Required work :: Search the data for the word "ПЕРЕУЛОК". Reproduce every line where it is found.
++++
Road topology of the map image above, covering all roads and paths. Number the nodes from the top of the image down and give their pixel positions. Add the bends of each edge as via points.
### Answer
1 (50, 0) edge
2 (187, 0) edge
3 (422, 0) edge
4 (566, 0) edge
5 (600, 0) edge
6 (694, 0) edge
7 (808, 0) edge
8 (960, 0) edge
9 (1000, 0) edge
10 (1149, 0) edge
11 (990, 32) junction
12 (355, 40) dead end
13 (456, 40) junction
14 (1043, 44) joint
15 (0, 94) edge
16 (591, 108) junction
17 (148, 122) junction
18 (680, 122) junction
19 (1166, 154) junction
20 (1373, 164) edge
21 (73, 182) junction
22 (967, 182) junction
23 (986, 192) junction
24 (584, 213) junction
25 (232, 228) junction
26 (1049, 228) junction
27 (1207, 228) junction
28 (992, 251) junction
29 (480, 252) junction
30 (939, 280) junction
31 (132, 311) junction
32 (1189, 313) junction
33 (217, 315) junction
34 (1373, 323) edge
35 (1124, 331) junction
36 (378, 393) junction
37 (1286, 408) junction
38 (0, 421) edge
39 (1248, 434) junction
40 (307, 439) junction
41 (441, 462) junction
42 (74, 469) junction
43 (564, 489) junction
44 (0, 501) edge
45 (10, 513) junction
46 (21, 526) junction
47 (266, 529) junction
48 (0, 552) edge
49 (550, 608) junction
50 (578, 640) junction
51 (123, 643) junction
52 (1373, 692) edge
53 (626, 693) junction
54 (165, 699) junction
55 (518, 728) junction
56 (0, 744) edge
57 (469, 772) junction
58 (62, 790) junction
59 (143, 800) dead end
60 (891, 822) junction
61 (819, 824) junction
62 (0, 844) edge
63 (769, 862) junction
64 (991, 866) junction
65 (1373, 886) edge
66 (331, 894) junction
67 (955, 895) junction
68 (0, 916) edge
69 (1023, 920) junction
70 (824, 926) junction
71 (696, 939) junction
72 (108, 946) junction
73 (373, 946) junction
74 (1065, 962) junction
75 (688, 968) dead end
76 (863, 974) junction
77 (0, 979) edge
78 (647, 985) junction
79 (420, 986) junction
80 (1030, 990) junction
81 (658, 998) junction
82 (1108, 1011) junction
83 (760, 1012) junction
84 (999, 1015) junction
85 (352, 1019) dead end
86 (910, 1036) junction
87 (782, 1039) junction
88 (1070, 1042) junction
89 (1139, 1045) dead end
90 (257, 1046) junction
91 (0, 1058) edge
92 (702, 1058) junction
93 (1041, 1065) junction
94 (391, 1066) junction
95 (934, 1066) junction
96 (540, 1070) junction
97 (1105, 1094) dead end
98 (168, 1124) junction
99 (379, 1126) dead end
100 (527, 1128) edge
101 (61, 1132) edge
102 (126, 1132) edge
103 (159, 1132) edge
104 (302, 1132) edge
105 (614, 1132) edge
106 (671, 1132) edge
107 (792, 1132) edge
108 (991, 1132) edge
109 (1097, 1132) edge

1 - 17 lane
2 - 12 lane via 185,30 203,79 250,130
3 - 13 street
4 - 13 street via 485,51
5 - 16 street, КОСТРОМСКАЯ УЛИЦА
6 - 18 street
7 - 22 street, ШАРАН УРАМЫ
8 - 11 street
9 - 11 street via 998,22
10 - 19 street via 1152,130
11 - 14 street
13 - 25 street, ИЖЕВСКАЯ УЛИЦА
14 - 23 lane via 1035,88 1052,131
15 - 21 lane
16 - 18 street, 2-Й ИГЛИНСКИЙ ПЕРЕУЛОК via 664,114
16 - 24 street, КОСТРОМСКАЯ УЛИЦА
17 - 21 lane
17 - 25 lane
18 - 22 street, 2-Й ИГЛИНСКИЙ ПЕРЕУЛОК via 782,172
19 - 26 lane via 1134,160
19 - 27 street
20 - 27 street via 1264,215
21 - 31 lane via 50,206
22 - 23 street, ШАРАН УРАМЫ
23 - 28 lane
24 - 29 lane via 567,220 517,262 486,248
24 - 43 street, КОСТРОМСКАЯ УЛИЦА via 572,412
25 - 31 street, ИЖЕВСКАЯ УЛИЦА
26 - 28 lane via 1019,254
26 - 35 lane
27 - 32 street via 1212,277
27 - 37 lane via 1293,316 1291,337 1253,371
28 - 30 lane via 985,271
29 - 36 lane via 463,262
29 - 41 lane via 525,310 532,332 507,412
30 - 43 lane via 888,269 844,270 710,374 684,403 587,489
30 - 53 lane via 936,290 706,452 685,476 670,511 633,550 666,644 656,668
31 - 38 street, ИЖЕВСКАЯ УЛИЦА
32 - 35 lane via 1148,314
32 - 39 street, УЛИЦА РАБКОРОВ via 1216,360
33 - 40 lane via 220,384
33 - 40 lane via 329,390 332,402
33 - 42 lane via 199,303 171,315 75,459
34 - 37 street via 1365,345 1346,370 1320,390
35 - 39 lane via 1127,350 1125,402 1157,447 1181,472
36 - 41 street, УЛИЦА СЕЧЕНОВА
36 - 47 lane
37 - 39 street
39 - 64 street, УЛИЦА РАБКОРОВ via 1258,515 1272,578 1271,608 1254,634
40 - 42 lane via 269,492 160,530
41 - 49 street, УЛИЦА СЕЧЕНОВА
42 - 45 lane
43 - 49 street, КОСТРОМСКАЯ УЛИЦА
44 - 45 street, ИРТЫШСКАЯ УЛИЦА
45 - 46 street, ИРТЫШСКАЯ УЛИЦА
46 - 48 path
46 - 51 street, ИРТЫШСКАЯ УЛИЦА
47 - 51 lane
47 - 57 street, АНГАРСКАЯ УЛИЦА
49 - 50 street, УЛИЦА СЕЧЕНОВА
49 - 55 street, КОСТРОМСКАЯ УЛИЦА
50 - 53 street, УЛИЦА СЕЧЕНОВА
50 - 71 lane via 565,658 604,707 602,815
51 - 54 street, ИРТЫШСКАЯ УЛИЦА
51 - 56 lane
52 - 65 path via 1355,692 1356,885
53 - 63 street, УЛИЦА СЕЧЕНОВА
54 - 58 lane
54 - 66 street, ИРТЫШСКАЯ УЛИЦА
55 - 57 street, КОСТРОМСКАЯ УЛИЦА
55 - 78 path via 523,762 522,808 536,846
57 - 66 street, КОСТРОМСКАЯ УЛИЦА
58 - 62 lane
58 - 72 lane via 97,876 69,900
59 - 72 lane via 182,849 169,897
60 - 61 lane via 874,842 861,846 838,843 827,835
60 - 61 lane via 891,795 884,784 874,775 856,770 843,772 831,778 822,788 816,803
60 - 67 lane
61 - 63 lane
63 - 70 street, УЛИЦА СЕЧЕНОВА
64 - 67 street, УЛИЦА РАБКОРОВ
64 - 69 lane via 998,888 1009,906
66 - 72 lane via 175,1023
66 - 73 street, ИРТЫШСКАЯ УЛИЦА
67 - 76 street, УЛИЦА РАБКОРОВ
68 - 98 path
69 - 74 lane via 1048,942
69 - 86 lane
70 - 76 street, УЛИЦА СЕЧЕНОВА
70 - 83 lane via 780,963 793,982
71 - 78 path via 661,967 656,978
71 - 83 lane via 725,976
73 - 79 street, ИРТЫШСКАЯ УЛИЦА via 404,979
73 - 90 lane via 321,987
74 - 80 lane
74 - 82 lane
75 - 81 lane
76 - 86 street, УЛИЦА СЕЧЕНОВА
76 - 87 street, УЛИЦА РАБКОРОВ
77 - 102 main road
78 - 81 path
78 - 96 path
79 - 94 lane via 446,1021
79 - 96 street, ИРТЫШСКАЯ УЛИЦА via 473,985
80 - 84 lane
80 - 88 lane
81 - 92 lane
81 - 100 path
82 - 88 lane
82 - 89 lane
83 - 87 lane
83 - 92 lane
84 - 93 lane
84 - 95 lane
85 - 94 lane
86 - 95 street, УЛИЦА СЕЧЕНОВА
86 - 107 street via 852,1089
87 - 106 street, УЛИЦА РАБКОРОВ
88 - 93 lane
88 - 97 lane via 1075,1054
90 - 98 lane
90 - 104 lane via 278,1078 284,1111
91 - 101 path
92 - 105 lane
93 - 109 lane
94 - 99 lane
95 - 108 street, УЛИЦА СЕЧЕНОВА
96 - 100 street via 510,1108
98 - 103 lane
++++
Answer to this task ::
16 - 18 street, 2-Й ИГЛИНСКИЙ ПЕРЕУЛОК via 664,114
18 - 22 street, 2-Й ИГЛИНСКИЙ ПЕРЕУЛОК via 782,172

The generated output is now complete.